╭─ Entries provided

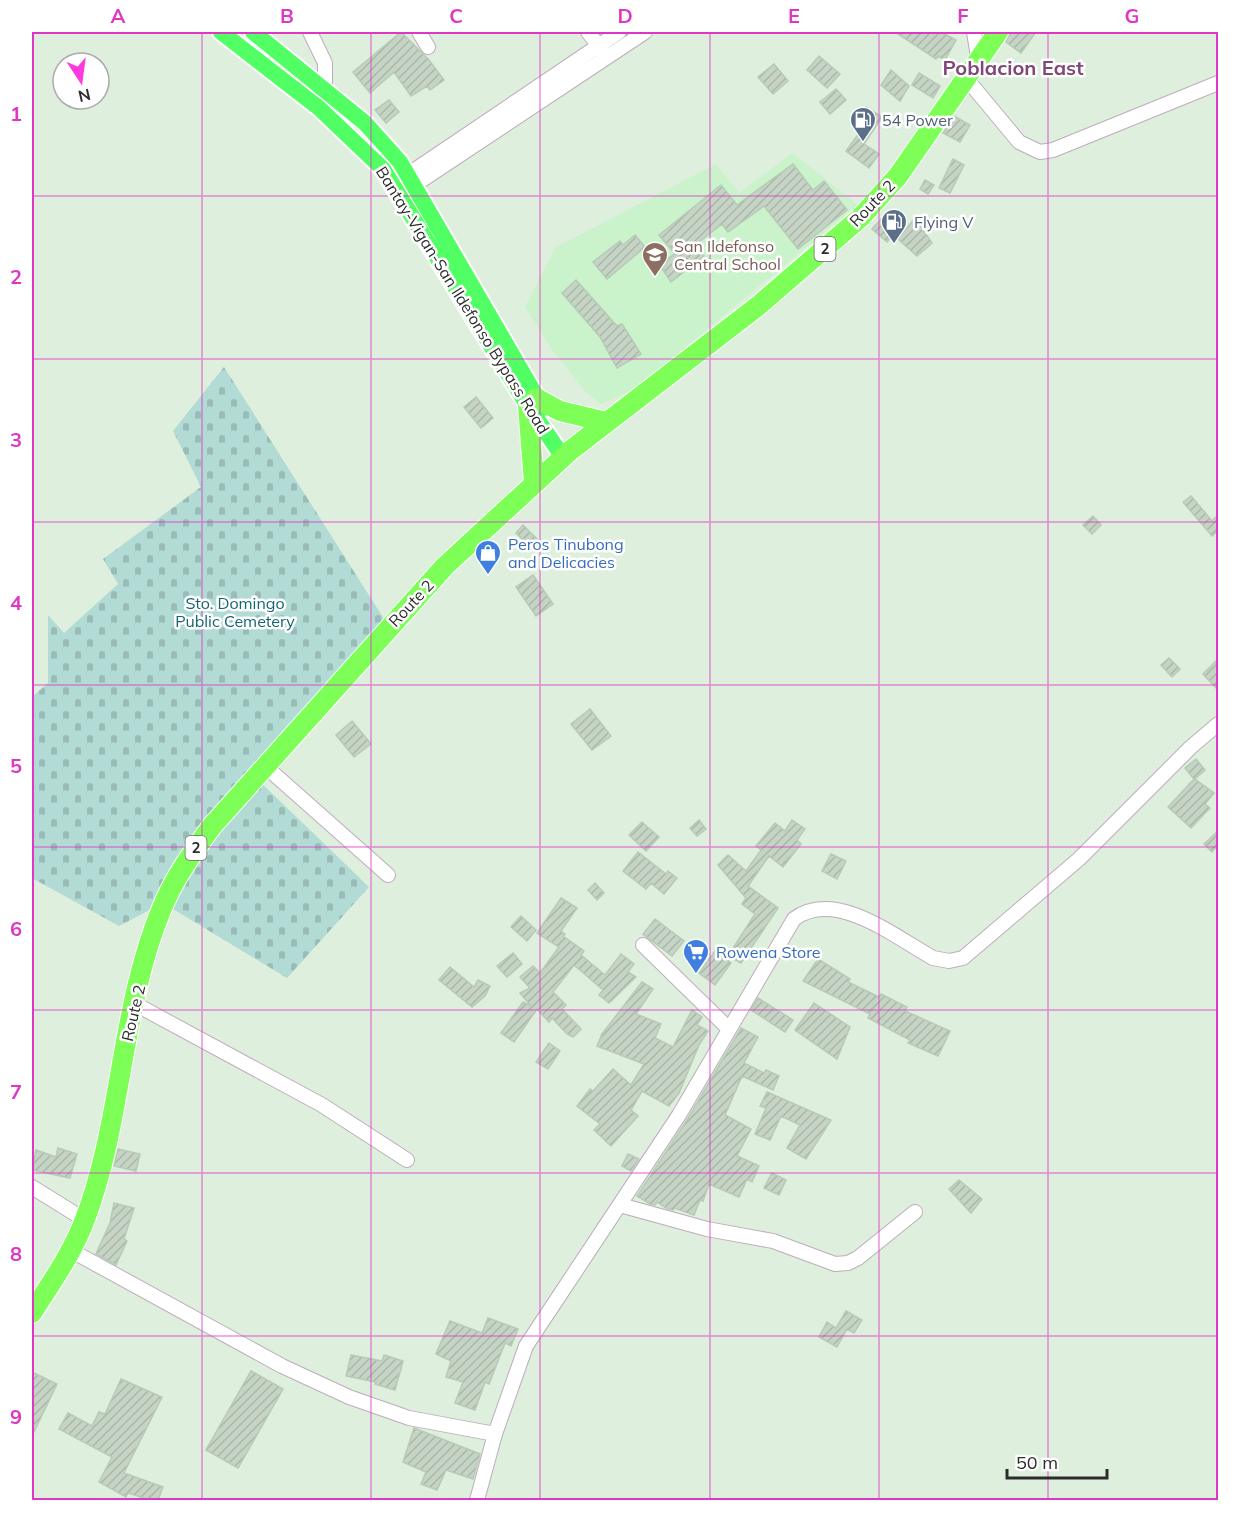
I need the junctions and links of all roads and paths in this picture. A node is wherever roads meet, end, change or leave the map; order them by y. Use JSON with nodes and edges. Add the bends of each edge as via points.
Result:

╰─
╭─ Entries provided

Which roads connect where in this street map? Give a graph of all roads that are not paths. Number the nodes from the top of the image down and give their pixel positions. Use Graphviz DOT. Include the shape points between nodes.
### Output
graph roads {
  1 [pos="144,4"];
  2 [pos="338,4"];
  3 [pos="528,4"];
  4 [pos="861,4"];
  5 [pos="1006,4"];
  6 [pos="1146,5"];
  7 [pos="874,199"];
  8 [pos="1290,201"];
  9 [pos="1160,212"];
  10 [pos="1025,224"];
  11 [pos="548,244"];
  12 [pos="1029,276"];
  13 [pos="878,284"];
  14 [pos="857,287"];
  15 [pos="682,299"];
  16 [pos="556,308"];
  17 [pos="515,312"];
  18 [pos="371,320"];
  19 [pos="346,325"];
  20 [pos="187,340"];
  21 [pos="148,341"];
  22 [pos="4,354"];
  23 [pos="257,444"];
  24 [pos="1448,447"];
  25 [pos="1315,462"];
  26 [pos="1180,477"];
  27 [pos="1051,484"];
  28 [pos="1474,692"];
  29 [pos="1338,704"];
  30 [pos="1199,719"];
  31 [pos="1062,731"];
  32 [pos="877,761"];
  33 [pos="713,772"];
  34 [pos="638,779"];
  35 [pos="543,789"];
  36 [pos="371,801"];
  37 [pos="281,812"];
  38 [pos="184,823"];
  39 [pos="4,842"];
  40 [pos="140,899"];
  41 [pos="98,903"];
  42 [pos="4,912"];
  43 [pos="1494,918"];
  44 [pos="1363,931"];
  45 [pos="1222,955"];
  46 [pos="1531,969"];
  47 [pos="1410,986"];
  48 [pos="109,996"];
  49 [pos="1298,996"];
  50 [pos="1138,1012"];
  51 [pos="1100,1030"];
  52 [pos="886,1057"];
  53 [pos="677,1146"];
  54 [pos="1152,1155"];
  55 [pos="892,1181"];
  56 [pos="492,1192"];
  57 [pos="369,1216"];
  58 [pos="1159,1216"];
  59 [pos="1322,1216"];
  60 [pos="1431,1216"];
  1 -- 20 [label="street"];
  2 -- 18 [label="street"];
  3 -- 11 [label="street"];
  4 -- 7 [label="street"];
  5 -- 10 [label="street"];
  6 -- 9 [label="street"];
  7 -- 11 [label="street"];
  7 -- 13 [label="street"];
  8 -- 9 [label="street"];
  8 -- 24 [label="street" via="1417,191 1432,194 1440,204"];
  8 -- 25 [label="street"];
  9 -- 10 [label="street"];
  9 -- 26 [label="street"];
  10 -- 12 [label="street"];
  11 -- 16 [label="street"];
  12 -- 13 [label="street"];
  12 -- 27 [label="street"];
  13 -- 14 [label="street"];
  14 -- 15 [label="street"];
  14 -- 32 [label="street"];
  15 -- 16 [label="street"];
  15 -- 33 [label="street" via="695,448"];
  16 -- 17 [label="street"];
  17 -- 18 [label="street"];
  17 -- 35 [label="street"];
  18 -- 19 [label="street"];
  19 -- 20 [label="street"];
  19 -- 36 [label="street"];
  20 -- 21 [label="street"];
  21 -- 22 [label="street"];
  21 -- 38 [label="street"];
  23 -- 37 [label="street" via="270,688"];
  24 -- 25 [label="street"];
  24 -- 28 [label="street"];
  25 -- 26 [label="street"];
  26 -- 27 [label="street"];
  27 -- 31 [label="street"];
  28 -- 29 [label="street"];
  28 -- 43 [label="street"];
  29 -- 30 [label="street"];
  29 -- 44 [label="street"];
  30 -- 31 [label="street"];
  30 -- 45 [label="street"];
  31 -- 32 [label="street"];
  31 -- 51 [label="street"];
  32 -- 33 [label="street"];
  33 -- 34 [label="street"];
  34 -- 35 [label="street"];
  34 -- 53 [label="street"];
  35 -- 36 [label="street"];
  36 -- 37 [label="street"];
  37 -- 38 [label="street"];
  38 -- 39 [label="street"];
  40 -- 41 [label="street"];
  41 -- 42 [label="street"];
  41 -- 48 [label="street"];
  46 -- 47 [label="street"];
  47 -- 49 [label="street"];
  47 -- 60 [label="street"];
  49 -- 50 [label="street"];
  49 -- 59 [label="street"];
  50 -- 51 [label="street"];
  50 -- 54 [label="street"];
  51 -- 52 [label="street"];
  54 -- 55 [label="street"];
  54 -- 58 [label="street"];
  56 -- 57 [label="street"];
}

╰─
╭─ Entries provided

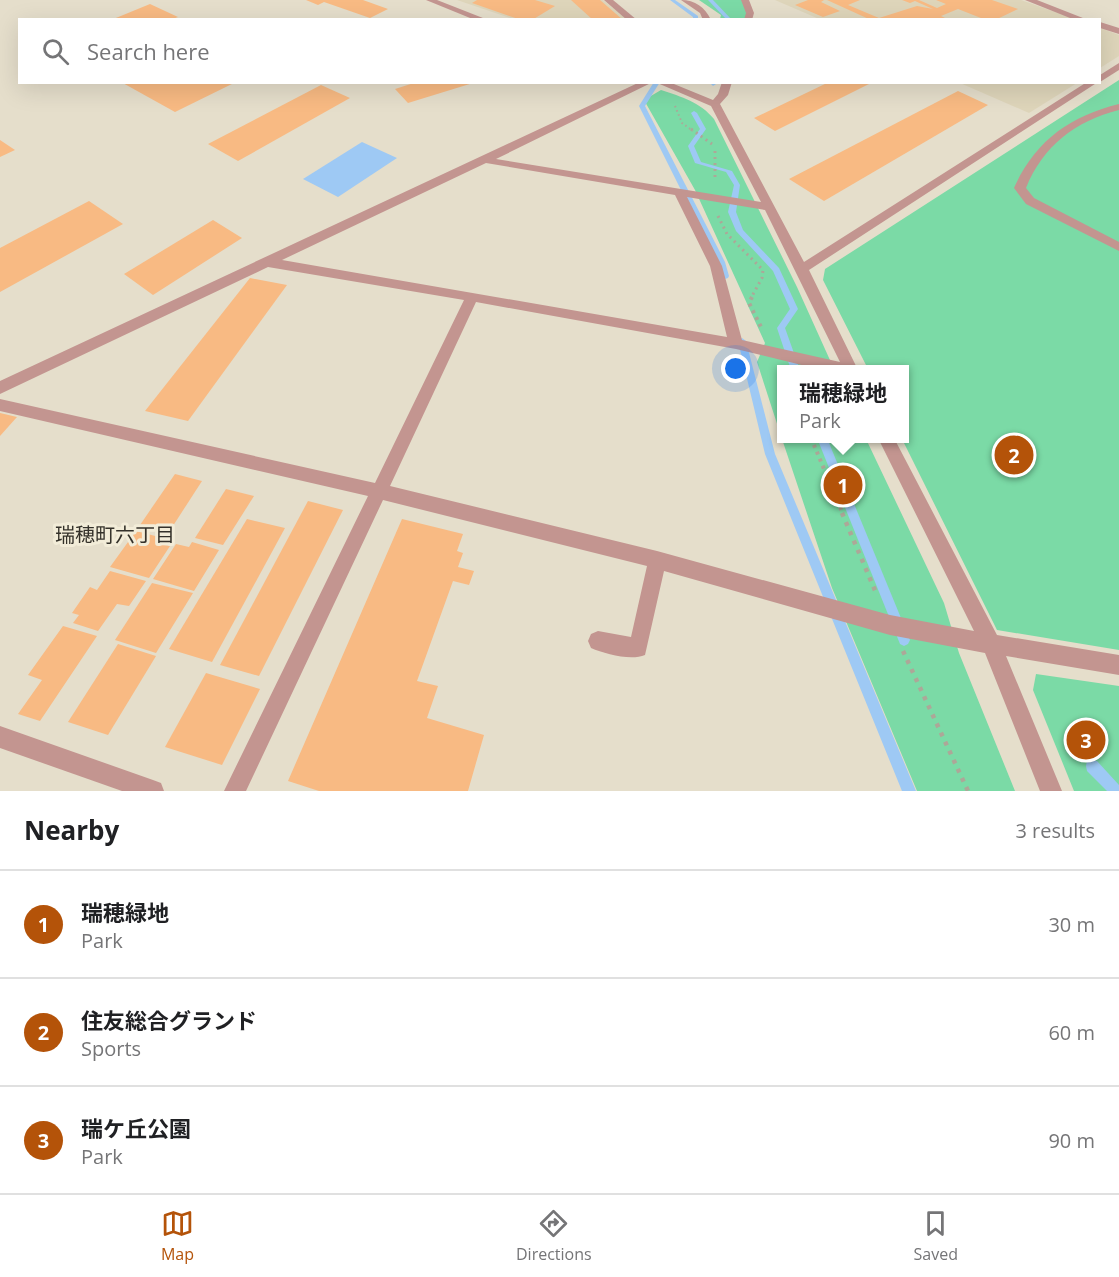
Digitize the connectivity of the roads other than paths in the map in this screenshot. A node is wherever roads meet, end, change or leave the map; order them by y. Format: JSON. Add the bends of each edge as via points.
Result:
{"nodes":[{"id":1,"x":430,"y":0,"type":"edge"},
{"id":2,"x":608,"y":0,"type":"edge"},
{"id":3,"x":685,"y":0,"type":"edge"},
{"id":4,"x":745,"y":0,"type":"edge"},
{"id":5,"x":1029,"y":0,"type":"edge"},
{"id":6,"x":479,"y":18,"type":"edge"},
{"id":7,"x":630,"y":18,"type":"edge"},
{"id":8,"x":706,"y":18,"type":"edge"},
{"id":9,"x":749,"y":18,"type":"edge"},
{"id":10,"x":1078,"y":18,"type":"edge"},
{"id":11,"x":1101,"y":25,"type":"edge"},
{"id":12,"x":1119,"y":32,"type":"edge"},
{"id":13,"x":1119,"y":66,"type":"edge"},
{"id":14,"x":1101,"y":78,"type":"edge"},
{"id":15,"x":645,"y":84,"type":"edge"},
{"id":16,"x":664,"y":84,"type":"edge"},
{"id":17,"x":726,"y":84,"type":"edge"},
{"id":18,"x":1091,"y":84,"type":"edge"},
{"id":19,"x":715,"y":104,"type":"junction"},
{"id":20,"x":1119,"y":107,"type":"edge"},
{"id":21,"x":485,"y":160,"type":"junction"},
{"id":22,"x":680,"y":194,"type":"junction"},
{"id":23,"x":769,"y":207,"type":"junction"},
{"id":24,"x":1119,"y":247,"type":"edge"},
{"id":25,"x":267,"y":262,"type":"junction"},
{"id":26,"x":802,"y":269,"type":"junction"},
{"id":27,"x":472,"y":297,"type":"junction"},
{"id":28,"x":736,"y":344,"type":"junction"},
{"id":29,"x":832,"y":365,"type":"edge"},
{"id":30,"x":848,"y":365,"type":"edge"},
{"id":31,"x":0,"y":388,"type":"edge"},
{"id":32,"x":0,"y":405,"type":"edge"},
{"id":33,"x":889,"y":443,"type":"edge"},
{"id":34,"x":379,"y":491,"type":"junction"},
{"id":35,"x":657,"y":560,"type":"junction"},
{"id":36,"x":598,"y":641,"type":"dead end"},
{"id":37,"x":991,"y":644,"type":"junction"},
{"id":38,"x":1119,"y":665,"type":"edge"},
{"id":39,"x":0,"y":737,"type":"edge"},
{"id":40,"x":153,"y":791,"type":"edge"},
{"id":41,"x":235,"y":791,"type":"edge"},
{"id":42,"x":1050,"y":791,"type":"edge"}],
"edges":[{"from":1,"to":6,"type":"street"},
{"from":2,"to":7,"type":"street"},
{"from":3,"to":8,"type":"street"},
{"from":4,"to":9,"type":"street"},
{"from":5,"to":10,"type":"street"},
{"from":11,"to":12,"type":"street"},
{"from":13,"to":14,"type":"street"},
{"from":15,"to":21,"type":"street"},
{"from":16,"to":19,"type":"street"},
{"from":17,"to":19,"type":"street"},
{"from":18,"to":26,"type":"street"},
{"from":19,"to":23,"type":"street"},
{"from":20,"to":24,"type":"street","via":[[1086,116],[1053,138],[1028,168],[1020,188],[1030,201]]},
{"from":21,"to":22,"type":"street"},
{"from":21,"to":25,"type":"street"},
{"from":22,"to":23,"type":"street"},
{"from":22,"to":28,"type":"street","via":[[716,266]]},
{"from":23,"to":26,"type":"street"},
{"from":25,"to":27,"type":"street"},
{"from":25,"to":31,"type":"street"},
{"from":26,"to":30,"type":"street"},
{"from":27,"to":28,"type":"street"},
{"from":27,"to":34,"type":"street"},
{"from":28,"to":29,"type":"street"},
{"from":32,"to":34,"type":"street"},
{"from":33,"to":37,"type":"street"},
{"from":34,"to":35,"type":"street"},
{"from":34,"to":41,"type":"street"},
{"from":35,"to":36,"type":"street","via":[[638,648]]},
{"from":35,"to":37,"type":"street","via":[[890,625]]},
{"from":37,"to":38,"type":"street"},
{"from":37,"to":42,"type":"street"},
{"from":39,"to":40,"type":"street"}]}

╰─

• [Work request] Some lines above hold the word "this". Copy all of them.

• [Reply to the exercise]
I need the junctions and links of all roads and paths in this picture. A node is wherever roads meet, end, change or leave the map; order them by y. Use JSON with nodes and edges. Add the bends of each edge as via points.
Which roads connect where in this street map? Give a graph of all roads that are not paths. Number the nodes from the top of the image down and give their pixel positions. Use Graphviz DOT. Include the shape points between nodes.
Digitize the connectivity of the roads other than paths in the map in this screenshot. A node is wherever roads meet, end, change or leave the map; order them by y. Format: JSON. Add the bends of each edge as via points.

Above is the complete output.